Faut il que la distribution soit nulle pour avoir livré au milieu des nanars estivaux La Isla minima, ce superbe film noir, le meilleur de ces derniers mois?
Ca se passe dans l'Espagne (tout juste, à peine...) post franquiste. Et en Andalousie. Mais une Andalousie si éloignée des clichés touristiques qu'il faut se pincer pour y croire! Ce sont des roselières à perte de vue, qui bordent une côte désespérément plate; dans l'arrière pays des champs de céréales cultivés par des paysans pauvres, arriérés, métayers pour de gros propriétaires. Au dessus, des vols d'oies sauvages..... On pense à Mud, forcément (même si pour la densité de l'intrigue on évoquerait plutôt True Detective). Mais on est loin du pittoresque du golfe du Texas: ici, tout est triste, grisâtre, avec un image plutôt crade.
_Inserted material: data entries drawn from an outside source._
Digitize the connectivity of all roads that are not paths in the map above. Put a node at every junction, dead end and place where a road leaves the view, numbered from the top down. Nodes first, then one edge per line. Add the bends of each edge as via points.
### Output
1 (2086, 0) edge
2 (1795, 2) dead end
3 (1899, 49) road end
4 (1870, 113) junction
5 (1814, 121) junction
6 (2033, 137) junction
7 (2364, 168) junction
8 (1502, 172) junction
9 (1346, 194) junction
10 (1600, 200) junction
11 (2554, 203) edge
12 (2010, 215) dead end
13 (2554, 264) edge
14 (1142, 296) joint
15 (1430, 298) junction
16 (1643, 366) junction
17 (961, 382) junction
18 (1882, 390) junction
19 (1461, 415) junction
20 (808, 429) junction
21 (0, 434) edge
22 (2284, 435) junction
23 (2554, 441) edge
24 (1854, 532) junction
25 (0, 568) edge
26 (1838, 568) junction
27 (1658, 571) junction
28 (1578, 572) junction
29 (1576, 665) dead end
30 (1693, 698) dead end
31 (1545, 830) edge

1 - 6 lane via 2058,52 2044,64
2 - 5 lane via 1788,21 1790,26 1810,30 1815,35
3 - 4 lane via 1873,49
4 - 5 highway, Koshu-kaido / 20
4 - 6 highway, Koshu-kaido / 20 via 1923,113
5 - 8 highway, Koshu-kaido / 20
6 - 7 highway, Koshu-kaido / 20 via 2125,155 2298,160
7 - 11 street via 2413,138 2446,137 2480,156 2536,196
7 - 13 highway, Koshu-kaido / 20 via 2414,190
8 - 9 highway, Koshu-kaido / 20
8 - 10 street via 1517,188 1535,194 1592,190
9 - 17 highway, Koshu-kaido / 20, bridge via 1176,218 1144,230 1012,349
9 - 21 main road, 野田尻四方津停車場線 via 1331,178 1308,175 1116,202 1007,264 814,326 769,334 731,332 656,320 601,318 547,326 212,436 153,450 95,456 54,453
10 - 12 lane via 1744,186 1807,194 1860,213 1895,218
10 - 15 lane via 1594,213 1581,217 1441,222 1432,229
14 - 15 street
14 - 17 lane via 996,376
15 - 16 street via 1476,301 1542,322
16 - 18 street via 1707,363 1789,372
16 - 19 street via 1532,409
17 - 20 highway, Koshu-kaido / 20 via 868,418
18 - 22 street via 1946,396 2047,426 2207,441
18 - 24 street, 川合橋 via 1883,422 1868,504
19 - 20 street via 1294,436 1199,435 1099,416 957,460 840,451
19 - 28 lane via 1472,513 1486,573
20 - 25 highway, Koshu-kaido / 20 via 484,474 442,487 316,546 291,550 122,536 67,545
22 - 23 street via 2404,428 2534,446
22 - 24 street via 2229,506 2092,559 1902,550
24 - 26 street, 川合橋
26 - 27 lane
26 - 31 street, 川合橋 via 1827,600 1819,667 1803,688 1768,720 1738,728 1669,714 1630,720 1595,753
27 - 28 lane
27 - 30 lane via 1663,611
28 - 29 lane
Et donc les filles du pays n'ont qu'une idée -fuir!
Deux d'entre elles, deux sœurs, ont disparu. Deux flics de Madrid sont envoyés sur place. Très différents. L'un, Pedro (Raùl Arevalo), futur père, est très clean, limite rabat-joie. L'autre, Juan (Javier Guttierez), plus âgé, fêtard et picoleur,
a un passé trouble. Il aurait appartenu aux milices franquistes
.
Ils apprennent que dans le passé, deux autres jeunes filles ont déjà disparu; comme les sœurs, elles rêvaient de partir; comme elles, elles avaient dans leurs papiers des documents sur du travail à Malaga.
L'une est morte, on en est certain: on a retrouvé son pied, arraché sans doute par une hélice de bateau.
Les deux flics se heurtent à la méfiance, pour ne pas dire l'hostilité, des paysans. De chasseurs, ils ne sont pas loin de devenir gibiers. C'est que, dans ces marais du Guadalquivir, il y a des trafics de drogue, de tabac. Les gendarmes locaux coopèrent à minima. Le maire n'a qu'un objectif: ne pas déplaire au gros propriétaire et à ses amis. Bref, tous ces gens là ne savent pas que désormais, on est en démocratie.... ou ne veulent pas le savoir. Pourtant les travailleurs agricoles vont oser se mettre en grève!
Il y a dans le film d'Alberto Rodriguez, cinéaste, je dois le dire, de moi inconnu jusqu'à présent! une atmosphère glauque, inquiétante, le danger peut venir de n'importe où -et une poursuite de bagnole à quarante km/h en Dyane (que celui qui se souvient de ce qu'était une Dyane lève le doigt!!!), sur ces levées de terre entre les roselières devient plus palpitante qu'un poursuite en grosse américaine dans les rues de Los Angeles....
Souvent, dans l'image horizontalement séparée en deux: le ciel, la terre- passent ces vols de migrateurs, libres, libres comme le rêvaient les jeunes filles. Il faut souligner l'utilisation de quelques vues aériennes sublimes, qui font de l'espace un tableau abstrait, à peine réveillé par le mouvement d'un véhicule -et, bien entendu, le passage des oiseaux.
A ne pas rater pour les amateurs de polars lents et subtilement pervers.